To understand how this works, examine the inner bracket expression, dataframe['extract.age'] > 40. This is essentially the same as writing the code like this:

above40=dataframe['extract.age'] > 40
print(above40)

Response:

0	True
1	True
2	False
3	False
4	True
Name: extract.age, type: bool

This is returning a series which shows the index of the row correlating to that index matched the Boolean expression > 40.

The expression could be rewritten as dataframe = dataframe[above40].

This displays each index and row where the index of above40 is True.

Removing Duplicates

Pandas has a .drop_duplicates() function which can easily remove duplicate information.

Use the .drop_duplicates() function without any parameters to remove only complete duplicates:

dataframe = dataframe.drop_duplicates()
print(dataframe)

Response:

	extract.patient_id	extract.age	extract.patient_sex	extract.patient_full_name
0	94451	43	female	Gail Hill
2	92830	36	female	Rhoda Sweet
3	92721	13	female	Jescie Lyons
4	92570	70	male	Lyle Cash

Notice the second occurrence of Gail Hill has been removed.

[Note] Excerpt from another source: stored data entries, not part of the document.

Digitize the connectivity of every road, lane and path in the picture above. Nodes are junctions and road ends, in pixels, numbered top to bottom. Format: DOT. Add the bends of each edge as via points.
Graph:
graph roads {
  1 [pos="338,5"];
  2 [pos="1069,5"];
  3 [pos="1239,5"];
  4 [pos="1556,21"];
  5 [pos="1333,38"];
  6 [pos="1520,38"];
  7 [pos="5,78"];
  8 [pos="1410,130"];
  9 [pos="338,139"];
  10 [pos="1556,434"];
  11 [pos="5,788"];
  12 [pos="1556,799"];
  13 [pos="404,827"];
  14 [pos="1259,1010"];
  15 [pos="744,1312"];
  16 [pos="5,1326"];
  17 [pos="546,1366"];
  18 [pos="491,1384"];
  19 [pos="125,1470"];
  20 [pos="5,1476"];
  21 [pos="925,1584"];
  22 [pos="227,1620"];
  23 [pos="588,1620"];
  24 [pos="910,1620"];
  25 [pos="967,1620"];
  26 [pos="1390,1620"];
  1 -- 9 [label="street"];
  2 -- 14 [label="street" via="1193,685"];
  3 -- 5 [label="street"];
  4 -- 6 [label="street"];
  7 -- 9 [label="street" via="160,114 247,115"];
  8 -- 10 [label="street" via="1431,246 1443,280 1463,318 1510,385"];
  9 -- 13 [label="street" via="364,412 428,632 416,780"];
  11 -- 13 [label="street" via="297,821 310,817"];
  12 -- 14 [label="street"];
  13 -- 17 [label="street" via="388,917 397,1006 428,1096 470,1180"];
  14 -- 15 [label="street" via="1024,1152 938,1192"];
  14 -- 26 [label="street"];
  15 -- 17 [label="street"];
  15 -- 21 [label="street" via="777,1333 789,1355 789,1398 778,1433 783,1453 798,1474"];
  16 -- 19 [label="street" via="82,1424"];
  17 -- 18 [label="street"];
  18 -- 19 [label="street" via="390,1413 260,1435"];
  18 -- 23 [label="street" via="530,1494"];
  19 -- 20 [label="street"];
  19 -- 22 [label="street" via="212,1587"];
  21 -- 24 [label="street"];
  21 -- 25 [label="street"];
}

It is also possible to select duplicates based on columns. In this example, all rows with a gender of female is considered a duplicate and can be removed. To do so, the subset parameter must be used:

dataframe = dataframe.drop_duplicates(subset=['extract.patient_sex'])
print(dataframe)

Response:

	extract.patient_id	extract.age	extract.patient_sex	extract.patient_full_name
0	94451	43	female	Gail Hill
4	92570	70	male	Lyle Cash

NaN Values

NaN (Not a Number) Values are used to specify that a value is missing, frequently NaNs need to be removed or substituted for certain algorithms.

Query:

dataframe = get_hits('()diabetes', store='Records', limit=5, fields='extract.patient_id, extract.age, extract.patient_full_name, extract.diagnosis')
print(dataframe)

Response:

	extract.patient_id	extract.age	extract.patient_full_name	extract.diagnosis
0	94451	43	Gail Hill	NaN
1	94451	43	Gail Hill	NaN
2	92830	36	Rhoda Sweet	NaN
3	92721	13	Jescie Lyons	NaN
4	92570	70	Lyle Cash	NaN

Use the .dropna() function to remove rows that contain a single NaN value or if every value is NaN:

dataframe = dataframe.dropna(how='any')
print(dataframe)

Response:

Columns: [extract.patient_id, extract.age, extract.patient_full_name, extract.diagnosis]
Index: []

This removed all rows because they all contained NaN.

The .dropna() function can also be used with columns, but parameters must be used:

dataframe = dataframe.dropna(how='any', axis=1)
print(dataframe)

Response:

	extract.patient_id	extract.age	extract.patient_full_name
0	94451	43	Gail Hill
1	94451	43	Gail Hill
2	92830	36	Rhoda Sweet
3	92721	13	Jescie Lyons
4	92570	70	Lyle Cash

Sometimes it is necessary to replace the NaN values with another value such as a negative number or 0. Below Not Found replaces all NaN values.

dataframe = dataframe.fillna(value="Not Found")
print(dataframe)

Response:

	extract.patient_id	extract.age	extract.patient_full_name	extract.diagnosis
0	94451	43	Gail Hill	Not Found
1	94451	43	Gail Hill	Not Found
2	92830	36	Rhoda Sweet	Not Found
3	92721	13	Jescie Lyons	Not Found
4	92570	70	Lyle Cash	Not Found

There are also methods such as forward fill which will use the last found value.

Exporting

Pandas makes exporting the data simple. The export functions all start with to_. The most common exports used in IMAT are to_csv, to_html, and to_json.

Indexing

Sometimes a user needs to make one of the columns in a data frame into the index, for example dates and IDs are common index columns.

The set_index() function will set the index:

dataframe = dataframe.set_index('extract.patient_id')

extract.patient_id	extract.age	extract.patient_full_name	extract.weight_standard
94451	43	Gail Hill	170.0
94451	43	Gail Hill	170.0
92830	36	Rhoda Sweet	220.5
92721	13	Jescie Lyons	138.0
92570	70	Lyle Cash	257.0

The reset_index() does the opposite of set_index() and moves the index column into a new column and use a sequential index.

dataframe = dataframe.reset_index()

extract.age	extract.patient_full_name	extract.patient_id	extract.weight_standard
0	43	Gail Hill	94451	170.0
1	43	Gail Hill	94451	170.0
2	36	Rhoda Sweet	92830	220.5
3	13	Jescie Lyons	92721	138.0
4	70	Lyle Cash	92570	257.0